:: Available data ::

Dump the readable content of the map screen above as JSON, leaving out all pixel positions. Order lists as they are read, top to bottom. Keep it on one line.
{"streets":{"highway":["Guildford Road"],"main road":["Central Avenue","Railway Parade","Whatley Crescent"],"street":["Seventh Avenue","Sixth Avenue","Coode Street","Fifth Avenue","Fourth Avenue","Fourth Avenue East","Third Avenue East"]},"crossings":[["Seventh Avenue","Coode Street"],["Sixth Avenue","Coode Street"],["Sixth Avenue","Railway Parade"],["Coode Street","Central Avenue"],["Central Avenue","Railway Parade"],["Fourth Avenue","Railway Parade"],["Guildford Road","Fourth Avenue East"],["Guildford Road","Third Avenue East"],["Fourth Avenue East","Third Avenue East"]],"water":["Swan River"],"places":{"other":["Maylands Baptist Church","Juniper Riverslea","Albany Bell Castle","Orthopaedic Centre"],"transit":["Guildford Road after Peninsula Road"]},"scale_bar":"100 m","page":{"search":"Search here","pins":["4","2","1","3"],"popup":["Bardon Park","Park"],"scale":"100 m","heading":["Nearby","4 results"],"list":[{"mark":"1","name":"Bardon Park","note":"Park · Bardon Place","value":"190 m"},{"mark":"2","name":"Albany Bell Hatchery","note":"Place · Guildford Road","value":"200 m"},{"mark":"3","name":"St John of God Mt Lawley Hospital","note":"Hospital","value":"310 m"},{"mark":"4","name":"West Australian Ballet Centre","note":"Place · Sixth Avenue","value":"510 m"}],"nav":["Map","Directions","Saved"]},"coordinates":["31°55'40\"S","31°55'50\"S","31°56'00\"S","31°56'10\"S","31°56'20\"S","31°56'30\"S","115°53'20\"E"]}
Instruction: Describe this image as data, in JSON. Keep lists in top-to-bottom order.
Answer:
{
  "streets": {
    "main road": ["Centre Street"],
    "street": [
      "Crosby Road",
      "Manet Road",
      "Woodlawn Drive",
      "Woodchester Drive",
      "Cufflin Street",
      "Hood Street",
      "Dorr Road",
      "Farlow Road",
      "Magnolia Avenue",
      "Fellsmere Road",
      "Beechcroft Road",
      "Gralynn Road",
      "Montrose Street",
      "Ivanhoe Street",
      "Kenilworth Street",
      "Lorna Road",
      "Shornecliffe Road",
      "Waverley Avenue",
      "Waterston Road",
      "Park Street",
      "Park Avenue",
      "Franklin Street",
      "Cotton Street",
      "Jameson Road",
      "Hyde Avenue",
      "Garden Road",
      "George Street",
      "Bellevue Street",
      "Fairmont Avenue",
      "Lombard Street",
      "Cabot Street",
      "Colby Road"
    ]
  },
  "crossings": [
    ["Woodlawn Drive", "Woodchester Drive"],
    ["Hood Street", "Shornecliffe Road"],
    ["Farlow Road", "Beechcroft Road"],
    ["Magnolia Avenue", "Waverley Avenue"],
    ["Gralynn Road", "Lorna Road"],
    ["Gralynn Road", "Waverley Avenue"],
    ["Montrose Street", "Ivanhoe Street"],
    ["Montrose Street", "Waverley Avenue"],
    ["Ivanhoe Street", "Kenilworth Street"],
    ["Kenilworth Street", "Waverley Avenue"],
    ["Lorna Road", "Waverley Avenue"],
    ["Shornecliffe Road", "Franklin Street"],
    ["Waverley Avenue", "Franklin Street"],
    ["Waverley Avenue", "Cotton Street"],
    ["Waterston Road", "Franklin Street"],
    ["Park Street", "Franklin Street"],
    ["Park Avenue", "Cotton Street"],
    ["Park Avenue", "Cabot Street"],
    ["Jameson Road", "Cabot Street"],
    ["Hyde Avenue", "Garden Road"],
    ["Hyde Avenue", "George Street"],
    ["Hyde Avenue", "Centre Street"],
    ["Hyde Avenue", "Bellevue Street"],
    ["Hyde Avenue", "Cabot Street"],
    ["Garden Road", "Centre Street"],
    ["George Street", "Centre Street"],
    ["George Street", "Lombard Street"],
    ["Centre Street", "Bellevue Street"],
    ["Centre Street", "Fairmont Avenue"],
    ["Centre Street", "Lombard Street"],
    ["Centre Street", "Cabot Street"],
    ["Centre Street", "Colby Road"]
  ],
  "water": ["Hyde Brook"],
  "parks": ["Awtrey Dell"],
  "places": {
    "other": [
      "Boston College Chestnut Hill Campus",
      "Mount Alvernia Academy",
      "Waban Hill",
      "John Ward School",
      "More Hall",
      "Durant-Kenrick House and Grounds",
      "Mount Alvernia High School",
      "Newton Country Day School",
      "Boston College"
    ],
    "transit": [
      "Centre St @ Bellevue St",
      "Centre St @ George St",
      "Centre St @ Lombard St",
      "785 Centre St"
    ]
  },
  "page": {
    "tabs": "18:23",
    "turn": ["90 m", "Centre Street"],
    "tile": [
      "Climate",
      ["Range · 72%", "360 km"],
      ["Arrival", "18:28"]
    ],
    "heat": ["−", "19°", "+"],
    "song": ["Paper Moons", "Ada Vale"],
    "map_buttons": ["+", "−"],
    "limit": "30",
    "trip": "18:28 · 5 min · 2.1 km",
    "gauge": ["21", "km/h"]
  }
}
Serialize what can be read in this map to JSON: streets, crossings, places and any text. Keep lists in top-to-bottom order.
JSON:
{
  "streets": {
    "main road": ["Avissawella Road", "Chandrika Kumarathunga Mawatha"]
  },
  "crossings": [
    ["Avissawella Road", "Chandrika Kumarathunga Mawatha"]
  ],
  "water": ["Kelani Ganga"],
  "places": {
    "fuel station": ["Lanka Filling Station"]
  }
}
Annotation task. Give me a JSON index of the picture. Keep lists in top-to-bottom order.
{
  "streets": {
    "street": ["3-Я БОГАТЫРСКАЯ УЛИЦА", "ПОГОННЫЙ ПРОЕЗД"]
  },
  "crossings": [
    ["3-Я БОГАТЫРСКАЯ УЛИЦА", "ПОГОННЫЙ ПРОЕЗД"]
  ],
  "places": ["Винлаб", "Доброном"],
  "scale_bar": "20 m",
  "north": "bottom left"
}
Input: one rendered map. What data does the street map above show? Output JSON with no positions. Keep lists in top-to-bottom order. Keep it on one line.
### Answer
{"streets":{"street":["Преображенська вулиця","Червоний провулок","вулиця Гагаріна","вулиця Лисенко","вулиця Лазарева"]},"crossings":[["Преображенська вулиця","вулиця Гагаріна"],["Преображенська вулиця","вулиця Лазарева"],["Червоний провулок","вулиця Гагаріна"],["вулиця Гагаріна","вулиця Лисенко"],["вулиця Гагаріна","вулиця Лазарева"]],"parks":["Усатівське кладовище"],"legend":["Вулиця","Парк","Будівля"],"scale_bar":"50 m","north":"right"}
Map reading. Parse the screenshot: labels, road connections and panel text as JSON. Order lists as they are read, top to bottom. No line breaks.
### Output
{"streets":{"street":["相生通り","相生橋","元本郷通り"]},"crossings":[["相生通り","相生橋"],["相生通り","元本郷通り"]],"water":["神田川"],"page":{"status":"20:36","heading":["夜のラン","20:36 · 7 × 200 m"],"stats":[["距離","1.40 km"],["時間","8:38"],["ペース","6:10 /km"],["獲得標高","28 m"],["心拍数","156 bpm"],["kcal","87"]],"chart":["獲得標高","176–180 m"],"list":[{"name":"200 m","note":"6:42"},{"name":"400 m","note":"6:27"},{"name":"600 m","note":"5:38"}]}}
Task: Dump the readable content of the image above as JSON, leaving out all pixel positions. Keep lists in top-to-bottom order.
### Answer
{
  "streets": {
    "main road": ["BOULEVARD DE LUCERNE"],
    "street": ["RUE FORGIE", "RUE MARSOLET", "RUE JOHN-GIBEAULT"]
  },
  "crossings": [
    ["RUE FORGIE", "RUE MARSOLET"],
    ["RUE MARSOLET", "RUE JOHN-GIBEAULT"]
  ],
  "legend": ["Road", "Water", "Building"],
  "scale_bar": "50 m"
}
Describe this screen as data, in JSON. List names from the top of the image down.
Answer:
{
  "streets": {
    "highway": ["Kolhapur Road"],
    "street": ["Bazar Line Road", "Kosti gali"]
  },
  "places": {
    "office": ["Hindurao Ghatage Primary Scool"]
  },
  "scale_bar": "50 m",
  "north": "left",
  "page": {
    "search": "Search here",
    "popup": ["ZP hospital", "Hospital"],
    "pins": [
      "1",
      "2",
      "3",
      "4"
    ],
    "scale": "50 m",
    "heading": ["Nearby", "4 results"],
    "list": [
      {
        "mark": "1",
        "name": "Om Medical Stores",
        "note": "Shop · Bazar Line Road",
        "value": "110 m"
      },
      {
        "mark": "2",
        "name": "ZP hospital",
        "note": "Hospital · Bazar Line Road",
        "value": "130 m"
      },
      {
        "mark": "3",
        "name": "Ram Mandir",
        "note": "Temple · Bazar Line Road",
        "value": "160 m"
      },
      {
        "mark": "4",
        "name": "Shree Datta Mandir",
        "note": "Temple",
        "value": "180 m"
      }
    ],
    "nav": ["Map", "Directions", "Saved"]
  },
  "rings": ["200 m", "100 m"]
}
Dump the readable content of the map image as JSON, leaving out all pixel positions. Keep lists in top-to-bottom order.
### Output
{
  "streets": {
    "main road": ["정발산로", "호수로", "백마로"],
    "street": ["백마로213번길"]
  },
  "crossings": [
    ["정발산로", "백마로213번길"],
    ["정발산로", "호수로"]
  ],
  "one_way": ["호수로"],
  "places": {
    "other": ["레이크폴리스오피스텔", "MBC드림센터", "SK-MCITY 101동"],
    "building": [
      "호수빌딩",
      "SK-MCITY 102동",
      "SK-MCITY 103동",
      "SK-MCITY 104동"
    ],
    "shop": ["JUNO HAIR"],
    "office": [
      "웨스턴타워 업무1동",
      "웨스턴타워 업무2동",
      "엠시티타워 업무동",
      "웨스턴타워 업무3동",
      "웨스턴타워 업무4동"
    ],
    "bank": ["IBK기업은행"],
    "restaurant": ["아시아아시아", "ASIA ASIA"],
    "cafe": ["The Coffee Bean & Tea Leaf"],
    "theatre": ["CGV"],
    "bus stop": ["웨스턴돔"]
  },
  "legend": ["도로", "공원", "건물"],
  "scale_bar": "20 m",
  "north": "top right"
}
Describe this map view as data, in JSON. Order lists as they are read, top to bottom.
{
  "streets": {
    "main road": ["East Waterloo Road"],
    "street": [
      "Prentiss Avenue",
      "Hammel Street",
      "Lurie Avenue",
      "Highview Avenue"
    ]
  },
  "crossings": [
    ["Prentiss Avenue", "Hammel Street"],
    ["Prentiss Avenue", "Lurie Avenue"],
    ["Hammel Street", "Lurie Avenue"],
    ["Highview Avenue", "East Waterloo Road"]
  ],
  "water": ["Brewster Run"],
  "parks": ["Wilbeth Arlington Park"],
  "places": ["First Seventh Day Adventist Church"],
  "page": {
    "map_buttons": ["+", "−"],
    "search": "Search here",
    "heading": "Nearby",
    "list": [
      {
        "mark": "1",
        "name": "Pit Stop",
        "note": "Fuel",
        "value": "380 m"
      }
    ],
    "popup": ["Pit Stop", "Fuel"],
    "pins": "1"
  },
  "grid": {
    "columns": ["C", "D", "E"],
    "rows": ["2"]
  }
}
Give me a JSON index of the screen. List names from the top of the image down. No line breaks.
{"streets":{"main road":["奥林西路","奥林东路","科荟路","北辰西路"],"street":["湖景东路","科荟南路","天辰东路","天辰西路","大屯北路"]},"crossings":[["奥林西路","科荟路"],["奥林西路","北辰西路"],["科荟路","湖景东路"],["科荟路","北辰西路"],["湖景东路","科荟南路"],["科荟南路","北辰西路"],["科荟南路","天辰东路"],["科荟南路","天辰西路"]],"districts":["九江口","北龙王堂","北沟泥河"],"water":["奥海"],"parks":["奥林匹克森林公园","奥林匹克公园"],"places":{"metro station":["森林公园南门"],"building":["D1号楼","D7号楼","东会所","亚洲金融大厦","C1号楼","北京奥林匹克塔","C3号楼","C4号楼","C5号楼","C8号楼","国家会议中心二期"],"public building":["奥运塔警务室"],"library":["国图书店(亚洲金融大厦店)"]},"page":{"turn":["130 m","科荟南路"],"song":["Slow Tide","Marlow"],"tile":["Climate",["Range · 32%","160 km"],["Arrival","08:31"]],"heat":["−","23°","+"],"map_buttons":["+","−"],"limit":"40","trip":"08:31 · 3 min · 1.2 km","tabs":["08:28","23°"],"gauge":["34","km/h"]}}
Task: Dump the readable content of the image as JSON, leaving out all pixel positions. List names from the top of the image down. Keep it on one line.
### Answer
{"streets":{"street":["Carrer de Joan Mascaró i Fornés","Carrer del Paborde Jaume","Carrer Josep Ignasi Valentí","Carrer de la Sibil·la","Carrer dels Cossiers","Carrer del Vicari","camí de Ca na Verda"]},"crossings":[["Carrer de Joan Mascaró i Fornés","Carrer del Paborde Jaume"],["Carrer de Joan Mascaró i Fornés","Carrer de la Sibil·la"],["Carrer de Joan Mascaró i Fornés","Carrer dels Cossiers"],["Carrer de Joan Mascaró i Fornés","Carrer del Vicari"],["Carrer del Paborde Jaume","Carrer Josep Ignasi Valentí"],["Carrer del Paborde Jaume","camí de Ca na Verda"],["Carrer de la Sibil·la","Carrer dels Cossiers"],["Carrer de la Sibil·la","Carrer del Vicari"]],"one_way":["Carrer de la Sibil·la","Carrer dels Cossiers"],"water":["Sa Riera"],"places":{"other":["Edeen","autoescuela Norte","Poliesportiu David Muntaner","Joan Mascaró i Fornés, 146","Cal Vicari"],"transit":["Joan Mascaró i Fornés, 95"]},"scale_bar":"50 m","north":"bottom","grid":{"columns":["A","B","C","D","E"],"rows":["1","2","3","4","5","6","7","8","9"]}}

:::

### Description of the task
Across all the entries, count the lines that contain the word "Gralynn" and give the number by itself.

### Answer box
3